On fast charged particle scattering by periodic atomic planes: quadratic potential corrections
Viktoriia Omelchenko
TL;DR
This work extends the eikonal (Glauber) framework for fast charged-particle scattering by periodic atomic planes to include quadratic potential corrections, enabling explicit inclusion of incoherent scattering. Using structure-factor decomposition with $D_{N_x}$ and a set of potential-dependent functions $F$, $F'$ and $G$, the authors derive a cross section formula $\frac{d\sigma}{d^2q_\perp}=\frac{1}{4\pi^2}\int d^2\rho d^2\rho' e^{i\vec{q}_\perp(\vec{\rho}-\vec{\rho}')} (1-e^F-e^{F'}+e^F e^{F'} e^G)$ and reduce it to tractable integrals $I_0$–$I_3$, with $I_0$ factoring as a structure-factor times a single-plane term.

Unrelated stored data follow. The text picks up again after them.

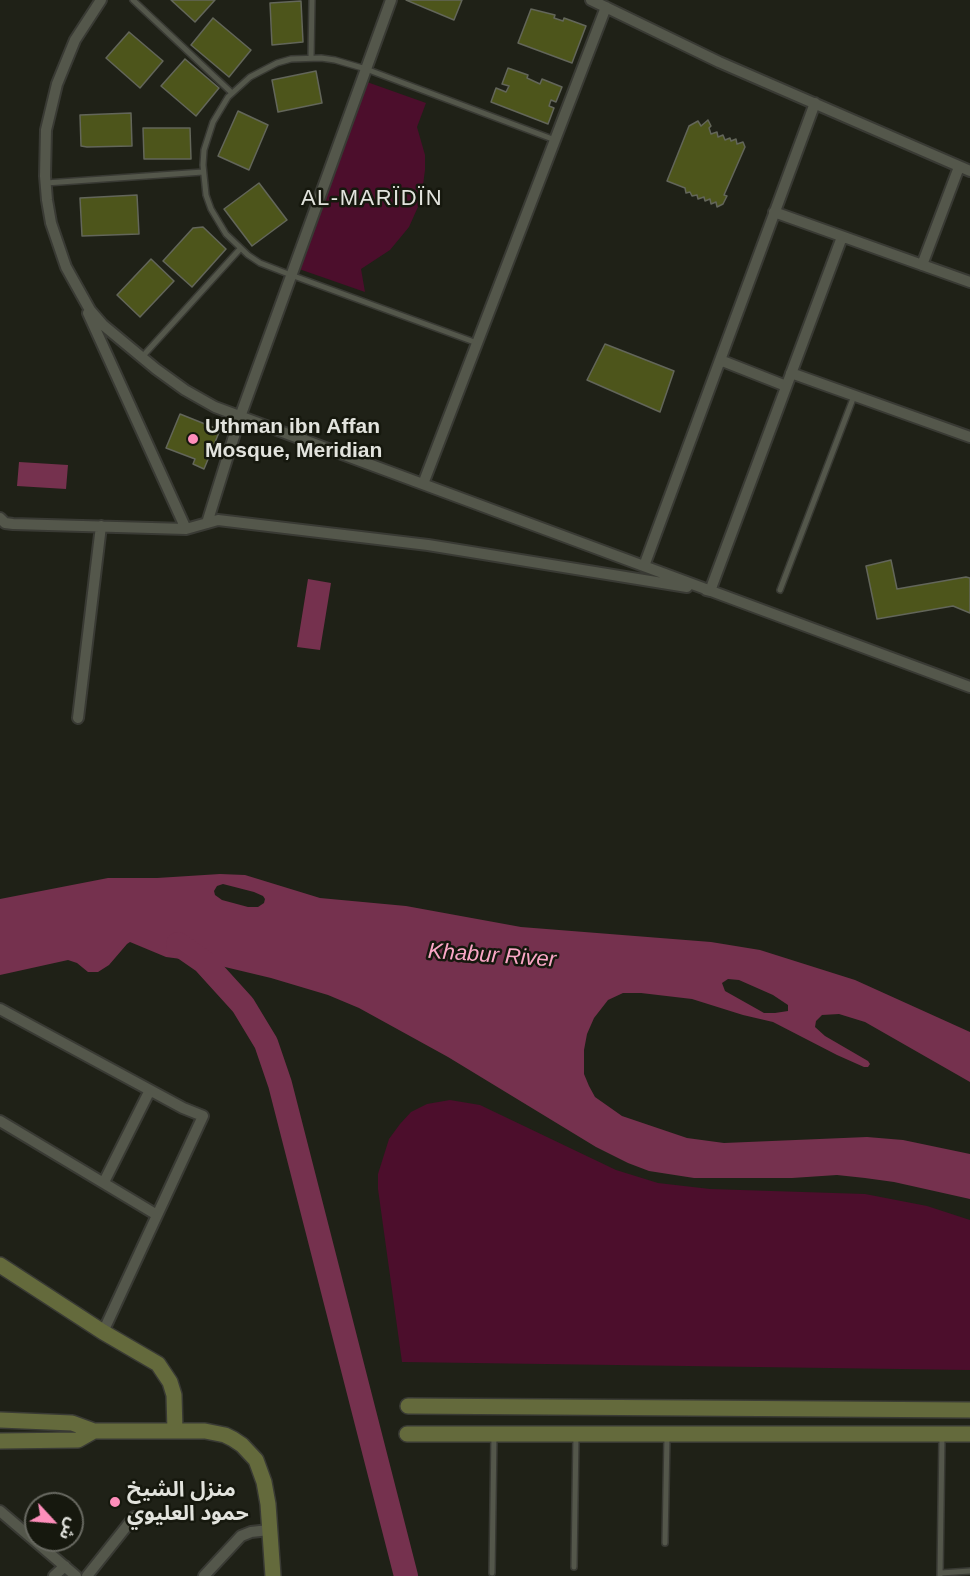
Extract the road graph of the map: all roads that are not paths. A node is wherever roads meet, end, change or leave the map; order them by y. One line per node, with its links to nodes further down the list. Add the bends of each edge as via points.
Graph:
1 (101, 0): 14 (street, via 75,40 57,84 46,129)
2 (133, 0): 9 (lane)
3 (312, 0): 7 (lane)
4 (391, 0): 8 (street)
5 (591, 0): 6 (street)
6 (606, 7): 10 (street); 11 (street)
7 (311, 58): 8 (lane); 9 (lane, via 291,59 263,69)
8 (366, 69): 11 (lane); 19 (street)
9 (231, 93): 13 (lane, via 207,136)
10 (815, 104): 12 (street); 15 (street)
11 (555, 140): 22 (street)
12 (965, 169): 18 (street)
13 (203, 172): 14 (lane); 17 (lane, via 211,209)
14 (45, 183): 21 (street, via 51,223)
15 (774, 212): 16 (street); 24 (street)
16 (842, 237): 18 (street); 25 (street)
17 (240, 249): 19 (lane, via 260,263); 23 (lane)
18 (922, 265): 20 (street)
19 (291, 275): 22 (lane); 28 (street)
20 (970, 282)
21 (76, 288): 23 (street, via 103,325); 34 (street)
22 (477, 343): 30 (street)
23 (142, 357): 28 (street, via 200,400)
24 (720, 360): 26 (street); 35 (street)
25 (791, 373): 26 (street); 27 (street)
26 (786, 386): 37 (street)
27 (854, 396): 29 (street); 36 (lane)
28 (240, 417): 30 (street); 32 (street)
29 (970, 437)
30 (423, 484): 35 (street)
31 (0, 518): 33 (street, via 13,525)
32 (207, 523): 34 (street); 37 (street, via 218,520 429,545)
33 (101, 526): 34 (street); 39 (street)
34 (186, 529)
35 (644, 566): 37 (street)
36 (780, 590)
37 (710, 591): 38 (street)
38 (970, 687)
39 (78, 718)
40 (0, 1009): 41 (street)
41 (150, 1090): 43 (street); 44 (street, via 203,1116)
42 (0, 1121): 43 (street)
43 (104, 1182): 44 (street)
44 (157, 1215): 46 (street)
45 (0, 1265): 46 (street)
46 (103, 1332): 51 (street, via 148,1357 165,1372 174,1395)
47 (408, 1406): 48 (street)
48 (970, 1410)
49 (0, 1420): 50 (street, via 72,1423)
50 (94, 1431): 51 (street); 58 (street, via 78,1440)
51 (175, 1431): 61 (street, via 215,1432 233,1439 249,1452 264,1482)
52 (407, 1434): 53 (street)
53 (494, 1434): 54 (street); 66 (lane)
54 (576, 1434): 55 (street); 64 (lane)
55 (667, 1434): 56 (street); 62 (lane)
56 (942, 1434): 57 (street); 67 (lane)
57 (970, 1434)
58 (0, 1441)
59 (0, 1511): 63 (street)
60 (134, 1517): 70 (street)
61 (269, 1530): 71 (street, via 241,1536); 72 (street)
62 (665, 1543)
63 (65, 1566): 68 (street); 69 (street)
64 (574, 1567)
65 (970, 1571): 67 (lane)
66 (492, 1573)
67 (941, 1575)
68 (54, 1576)
69 (76, 1576)
70 (87, 1576)
71 (204, 1576)
72 (273, 1576)

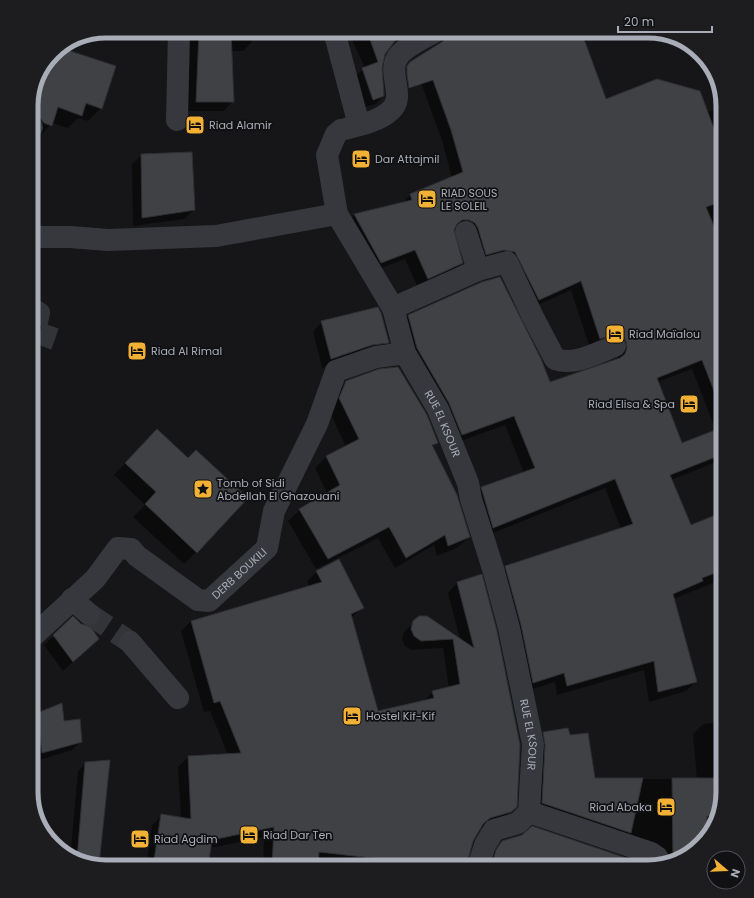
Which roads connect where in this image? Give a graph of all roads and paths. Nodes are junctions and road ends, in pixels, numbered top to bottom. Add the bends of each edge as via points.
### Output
1 (179, 38) edge
2 (336, 38) edge
3 (425, 38) edge
4 (177, 120) dead end
5 (359, 125) junction
6 (336, 214) junction
7 (466, 232) dead end
8 (38, 237) edge
9 (478, 270) junction
10 (393, 308) junction
11 (615, 346) dead end
12 (405, 353) junction
13 (72, 599) junction
14 (89, 614) tunnel mouth
15 (38, 631) edge
16 (130, 642) tunnel mouth
17 (178, 698) dead end
18 (530, 812) junction
19 (658, 859) edge
20 (480, 860) edge

1 - 4 street
2 - 5 street
3 - 5 street, RUE EL KSOUR via 399,55 393,69 397,94 395,106 383,116
5 - 6 street, RUE EL KSOUR via 336,134 327,155
6 - 8 street via 216,236 108,240 70,236
6 - 10 street, RUE EL KSOUR
7 - 9 street
9 - 10 street
9 - 11 street via 507,262 556,359 563,362 573,361
10 - 12 street, RUE EL KSOUR
12 - 13 street, DERB BOUKILI via 376,357 336,371 317,424 274,511 266,548 209,601 198,600 131,549 118,548 95,579
12 - 18 street, RUE EL KSOUR via 438,409 468,483 496,579 533,744
13 - 14 street
13 - 15 street, DERB BOUKILI
16 - 17 street
18 - 19 street via 651,853
18 - 20 street via 518,823 494,830

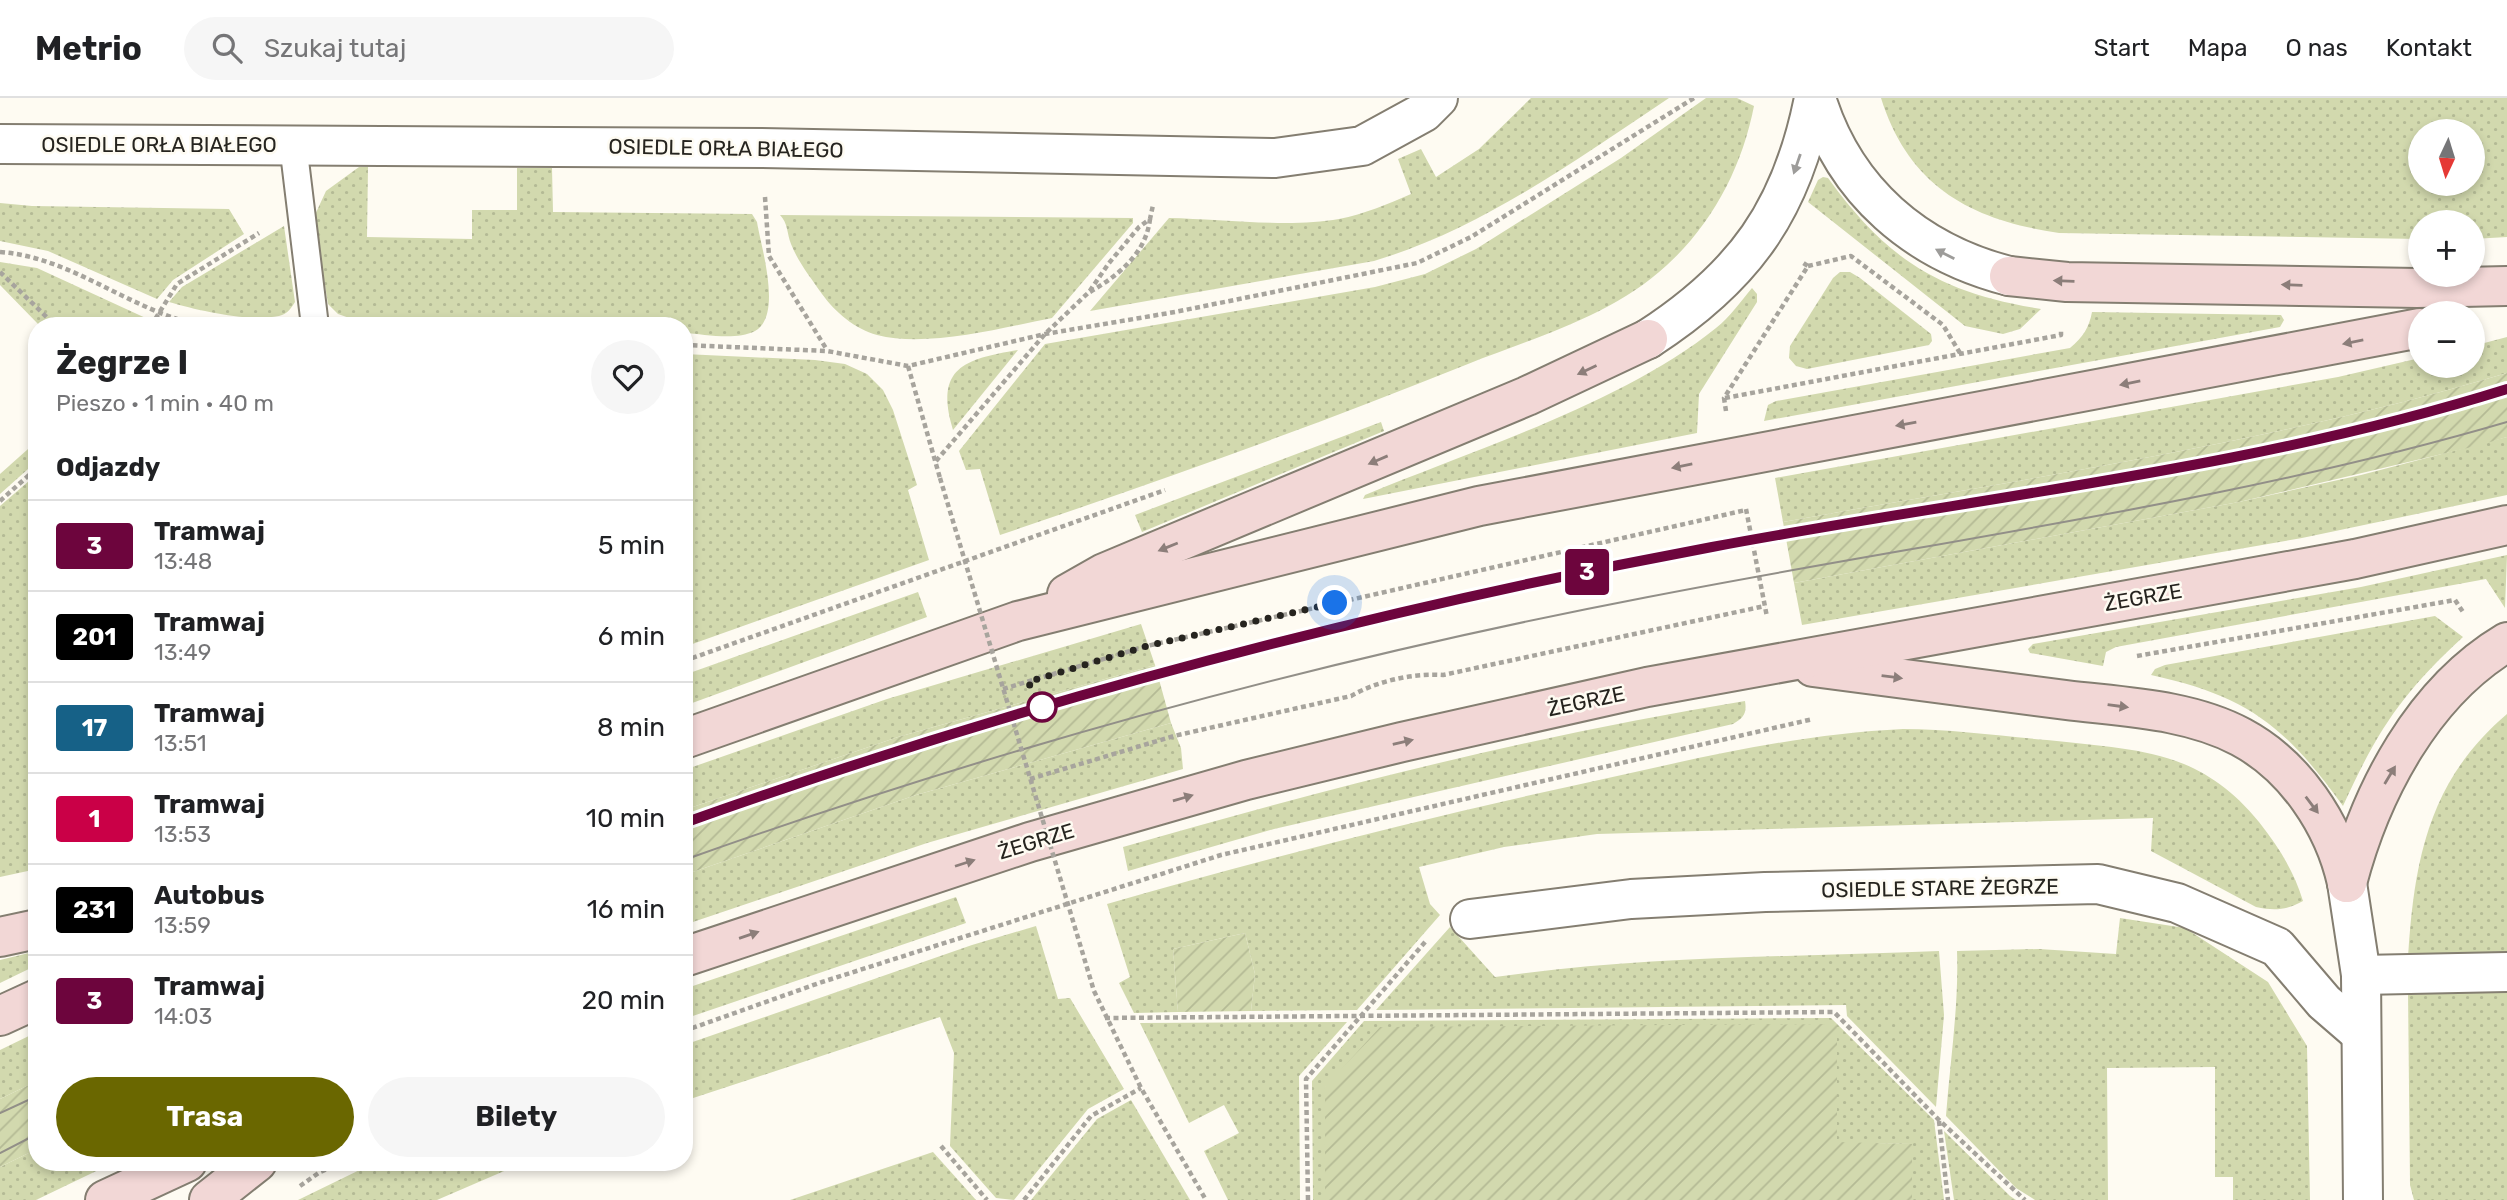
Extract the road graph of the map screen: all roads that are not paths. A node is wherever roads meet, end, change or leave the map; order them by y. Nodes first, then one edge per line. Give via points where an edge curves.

They compute the potential-dependent functions for a single plane, including $\langle\chi_0^{(1)}\rangle$, $\langle(\chi_0^{(1)})^2\rangle$, and $\langle\chi_0^{(1)}\chi'^{(1)}_0\rangle$, and apply the formalism to $N_x$ planes to obtain $d\sigma/dq_x$, comparing with the Born approximation and highlighting the significance of quadratic corrections and rainbow-like oscillations. The paper also outlines a general method to extend the approach to arbitrary isolated substructures, offering a path to modeling complex targets beyond parallel planes. Overall, the work provides a more complete quantum-mechanical description of coherent and incoherent scattering in layered targets, with implications for crystal diffraction and rainbow scattering phenomena.
Abstract
In this paper, the approach for considering fast charged particles scattering on targets of complex structure, which contains some isolated substructures, was expanded to account quadratic potential terms. Based on this approach, the differential cross section for scattering on the set of parallel planes with uniformly distributed atoms in each plane was obtained. It was shown that for this case the differential scattering cross section splits into coherent and incohent cross sections in the eikonal approximation analogously with the Born approximation.